What to work on — The "index mcp: (579, 127)" line through the end of the listing below is what to set down, word for word, and nothing else.

Records provided —
- Opening Delimiter -

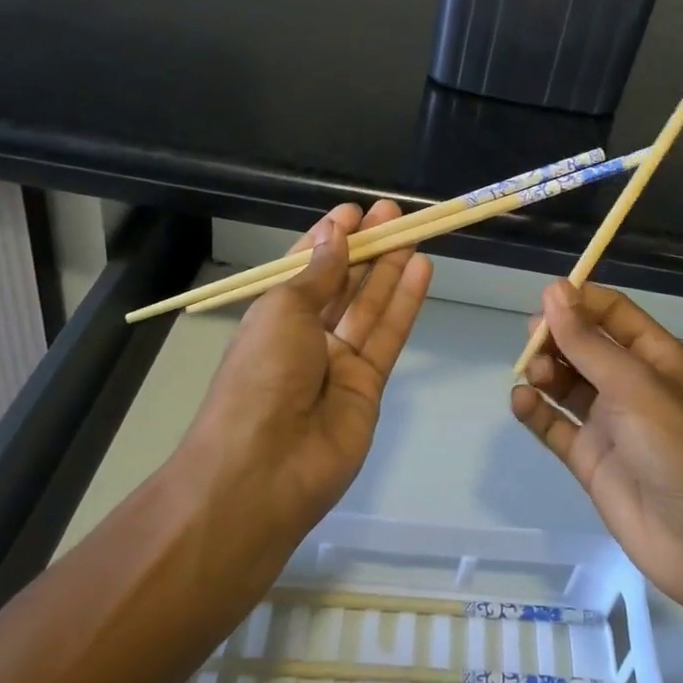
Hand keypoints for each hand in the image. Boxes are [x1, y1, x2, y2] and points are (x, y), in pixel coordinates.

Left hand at [182, 201, 431, 539]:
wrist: (262, 471)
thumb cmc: (261, 376)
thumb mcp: (283, 311)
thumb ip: (318, 274)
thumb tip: (335, 236)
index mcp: (273, 316)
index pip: (306, 267)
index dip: (330, 238)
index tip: (354, 211)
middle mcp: (306, 336)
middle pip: (342, 283)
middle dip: (366, 247)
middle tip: (393, 213)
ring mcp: (338, 362)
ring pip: (370, 305)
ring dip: (391, 268)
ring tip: (414, 231)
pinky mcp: (369, 385)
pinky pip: (389, 335)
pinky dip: (405, 302)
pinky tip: (422, 269)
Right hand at [512, 281, 682, 672]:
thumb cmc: (680, 447)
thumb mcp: (634, 385)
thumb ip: (588, 341)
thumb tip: (554, 291)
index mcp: (654, 356)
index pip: (612, 313)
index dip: (579, 301)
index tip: (544, 299)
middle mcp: (631, 384)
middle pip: (585, 345)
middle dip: (556, 337)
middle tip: (531, 341)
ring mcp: (610, 423)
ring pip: (567, 383)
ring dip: (546, 372)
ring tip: (534, 376)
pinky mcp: (591, 460)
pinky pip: (557, 426)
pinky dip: (537, 411)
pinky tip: (522, 402)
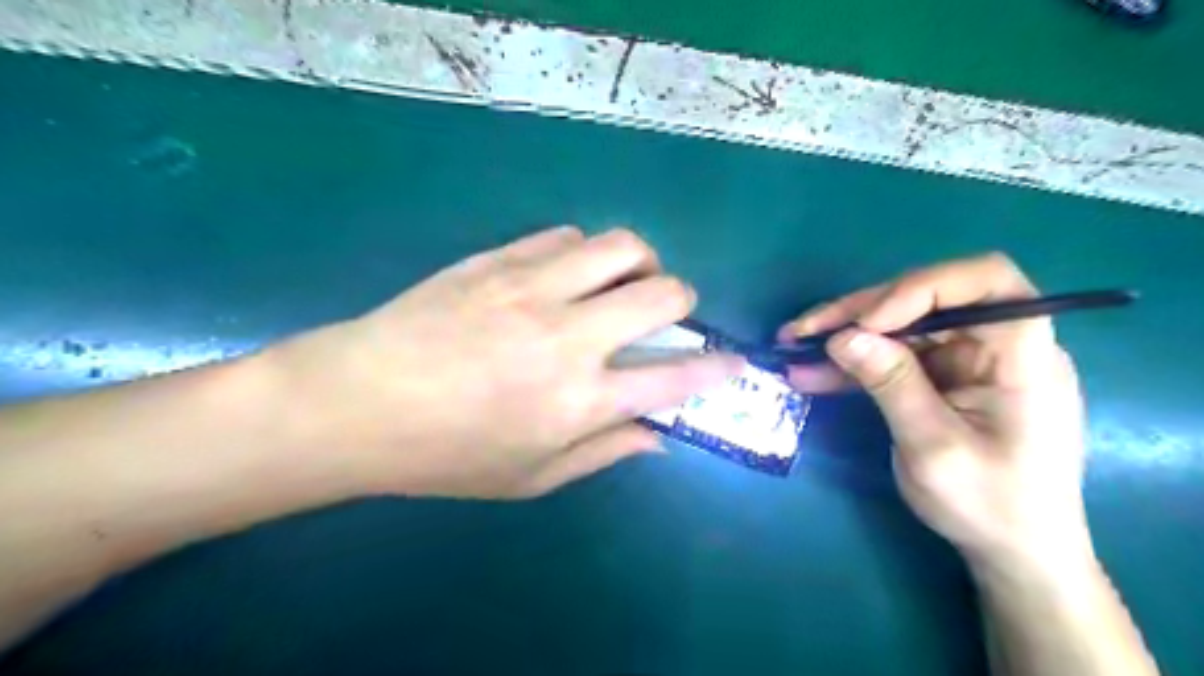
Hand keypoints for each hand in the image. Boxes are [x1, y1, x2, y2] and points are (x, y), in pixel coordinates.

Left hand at [270, 230, 745, 498]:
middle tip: (664, 316)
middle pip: (661, 293)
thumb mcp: (530, 477)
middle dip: (681, 302)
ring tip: (619, 284)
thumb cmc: (445, 455)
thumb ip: (603, 452)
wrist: (357, 402)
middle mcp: (568, 336)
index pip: (675, 378)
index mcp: (579, 400)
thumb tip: (657, 436)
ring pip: (621, 246)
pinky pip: (566, 236)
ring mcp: (533, 288)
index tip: (734, 362)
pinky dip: (584, 253)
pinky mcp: (500, 259)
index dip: (716, 369)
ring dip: (638, 264)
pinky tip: (566, 275)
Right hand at [782, 253, 1091, 570]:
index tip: (867, 321)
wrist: (1012, 550)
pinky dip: (851, 363)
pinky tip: (810, 373)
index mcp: (1021, 355)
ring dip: (844, 335)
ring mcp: (963, 360)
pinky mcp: (939, 377)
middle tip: (804, 330)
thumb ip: (891, 385)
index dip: (922, 287)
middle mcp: (993, 345)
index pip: (984, 281)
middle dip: (860, 312)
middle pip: (925, 299)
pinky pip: (891, 357)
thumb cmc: (990, 505)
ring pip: (898, 326)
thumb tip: (842, 337)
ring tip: (792, 345)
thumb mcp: (933, 448)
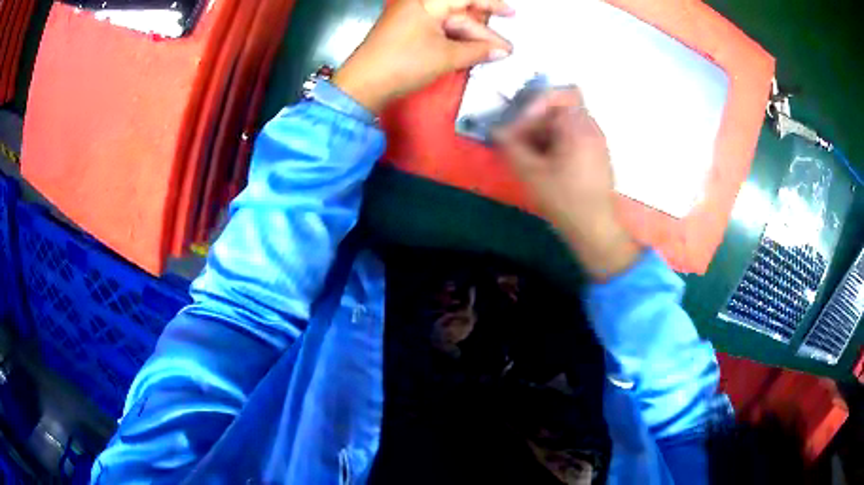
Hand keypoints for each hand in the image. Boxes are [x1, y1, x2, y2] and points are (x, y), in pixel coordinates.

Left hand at [333, 0, 513, 112]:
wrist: (363, 84)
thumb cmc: (404, 64)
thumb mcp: (446, 57)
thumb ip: (478, 51)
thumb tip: (503, 51)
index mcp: (428, 2)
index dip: (492, 4)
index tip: (512, 14)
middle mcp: (420, 4)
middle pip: (459, 13)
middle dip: (483, 33)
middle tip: (505, 50)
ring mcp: (411, 17)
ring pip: (450, 24)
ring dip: (471, 39)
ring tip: (493, 56)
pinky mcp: (406, 30)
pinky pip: (437, 30)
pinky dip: (454, 41)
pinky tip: (470, 53)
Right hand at [494, 88, 640, 281]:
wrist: (595, 228)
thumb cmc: (564, 199)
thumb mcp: (530, 172)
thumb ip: (510, 146)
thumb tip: (496, 130)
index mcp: (579, 127)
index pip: (559, 94)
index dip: (535, 103)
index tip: (521, 123)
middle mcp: (592, 129)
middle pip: (560, 109)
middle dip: (536, 121)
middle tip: (519, 141)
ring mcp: (597, 143)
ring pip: (566, 125)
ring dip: (544, 133)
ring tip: (529, 155)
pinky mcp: (597, 157)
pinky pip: (574, 138)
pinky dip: (556, 143)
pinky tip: (545, 165)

- Closing Delimiter -

Task solution —
index mcp: (579, 127)
index pip: (559, 94)
index dip: (535, 103)
index tip: (521, 123)
middle mcp: (592, 129)
middle pip: (560, 109)
middle dip: (536, 121)
middle tip: (519, 141)
ring mcp: (597, 143)
ring pip: (566, 125)
ring dip: (544, 133)
ring tip: (529, 155)
pinky mcp: (597, 157)
pinky pip: (574, 138)
pinky dip: (556, 143)
pinky tip: (545, 165)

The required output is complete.